A five-judge larger bench, headed by Chief Justice Gulzar Ahmed and comprising of Justice Mushir Alam, Justice Umar Ata Bandial, Justice Ijaz ul Ahsan and Justice Yahya Afridi, hearing the reference.
Attorney General argued that in this matter an amendment in the constitution not required it needs interpretation of the constitution and the supreme court could interpret the constitution.
“The fundamental question of the matter is, who will interpret the article,” Justice Ijaz posed question.
“The reference is based on this question that the supreme court should interpret Article 226 of the constitution,” state counsel said. The constitution has mandated the court to interpret the constitution, AG said.
The court could decide a dispute between two governments, hear appeals against high courts and provide an advice or guideline over a reference, Khalid Javed said.
“The parliament legislates and the court interprets it,” Justice Ijaz ul Ahsan remarked.
The Supreme Court has been an appellate forum as well as a constitutional court, AG argued.
“The court have to act with caution as there is not appellate forum after the supreme court,” Justice Yahya Afridi remarked.
“The court had authorized the parliament to recognize Bangladesh,” Attorney General said. “Hitler was also an elected representative. If tomorrow someone will call himself a Caliph, the court definitely wouldn’t permit it. The court had authorized the president to dissolve the assembly but in Nawaz Sharif case the court declared void to a presidential decree to dissolve the assembly,” Attorney General argued. “It is upto the court how it interprets Article 226,” AG said.

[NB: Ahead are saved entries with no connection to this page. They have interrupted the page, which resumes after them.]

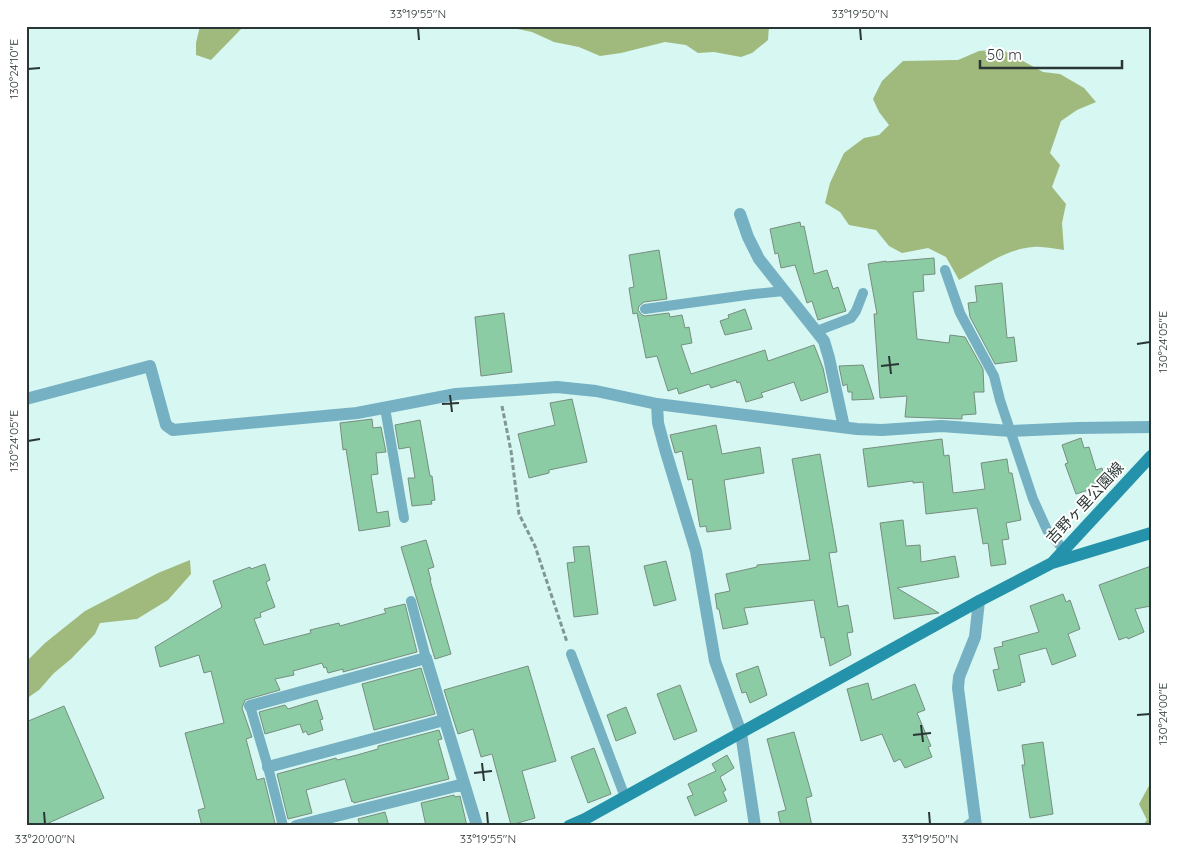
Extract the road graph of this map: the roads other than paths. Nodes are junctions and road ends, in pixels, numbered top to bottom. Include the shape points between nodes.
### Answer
1 (740, 214) dead end
2 (946, 270) dead end
3 (784, 291) junction
4 (863, 293) dead end
5 (645, 309) dead end
6 (817, 331) junction
7 (26, 398) edge
8 (657, 404) junction
9 (385, 408) junction
10 (844, 427) junction
11 (1151, 427) edge
12 (1011, 431) junction
13 (1151, 456) edge
14 (404, 518) dead end
15 (1151, 533) edge
16 (1064, 550) junction
17 (1052, 563) junction
18 (978, 601) junction
19 (411, 602) dead end
20 (571, 654) road end
21 (426, 658) junction
22 (250, 706) joint
23 (444, 720) junction
24 (741, 733) junction
25 (268, 767) junction
26 (464, 784) junction
27 (625, 798) junction
28 (973, 824) edge
29 (283, 826) edge
30 (296, 826) edge
31 (477, 826) edge
32 (569, 826) edge
33 (755, 826) edge

1 - 3 street via 759,259
2 - 12 lane via 960,313 994,376
3 - 5 lane
3 - 6 street
4 - 6 lane via 851,318
6 - 10 street via 829,358
7 - 9 street via 150,366 166,425 173,430
8 - 9 street via 596,390 557,387 456,394
8 - 10 street
8 - 24 street via 664,449 696,551 715,661
9 - 14 lane
10 - 12 street via 882,430 941,426
11 - 12 street
12 - 16 lane via 1047,530
13 - 16 street, 吉野ヶ里公園線
15 - 17 street, 吉野ヶ里公園線
16 - 17 street, 吉野ヶ里公園線
17 - 18 street
18 - 24 street
18 - 28 street via 975,637 958,688
19 - 21 lane
20 - 27 lane
21 - 22 street
21 - 23 street
22 - 25 lane
23 - 25 street
23 - 26 street
24 - 27 street
24 - 33 street
25 - 29 lane
26 - 30 street
26 - 31 street
27 - 32 street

“The parliament could not interpret the constitution but legislate a law. I won’t advice to send the issue of the Article 226 to the parliament,” he said.
“The law will be applicable where the constitution will be silent,” Chief Justice Gulzar Ahmed observed. “And it is my case,” AG replied.
“The court has interpreted political matters scores of times,” AG stated.
“Court evades the intra party issues or matters between different parties,” the bench observed.
“The court has reviewed political issues under suo moto notices,” Justice Yahya Afridi remarked.
“The court has sent back most political issues to the parliament despite the authority delegated by the constitution,” AG said.
“A nine-member bench of the apex court has decided the jurisdiction in various spheres,” AG said. “The presidential reference has brought before the five-member bench and now you have to give answer on it,” the AG stated.
The court adjourned further hearing of the case until Monday.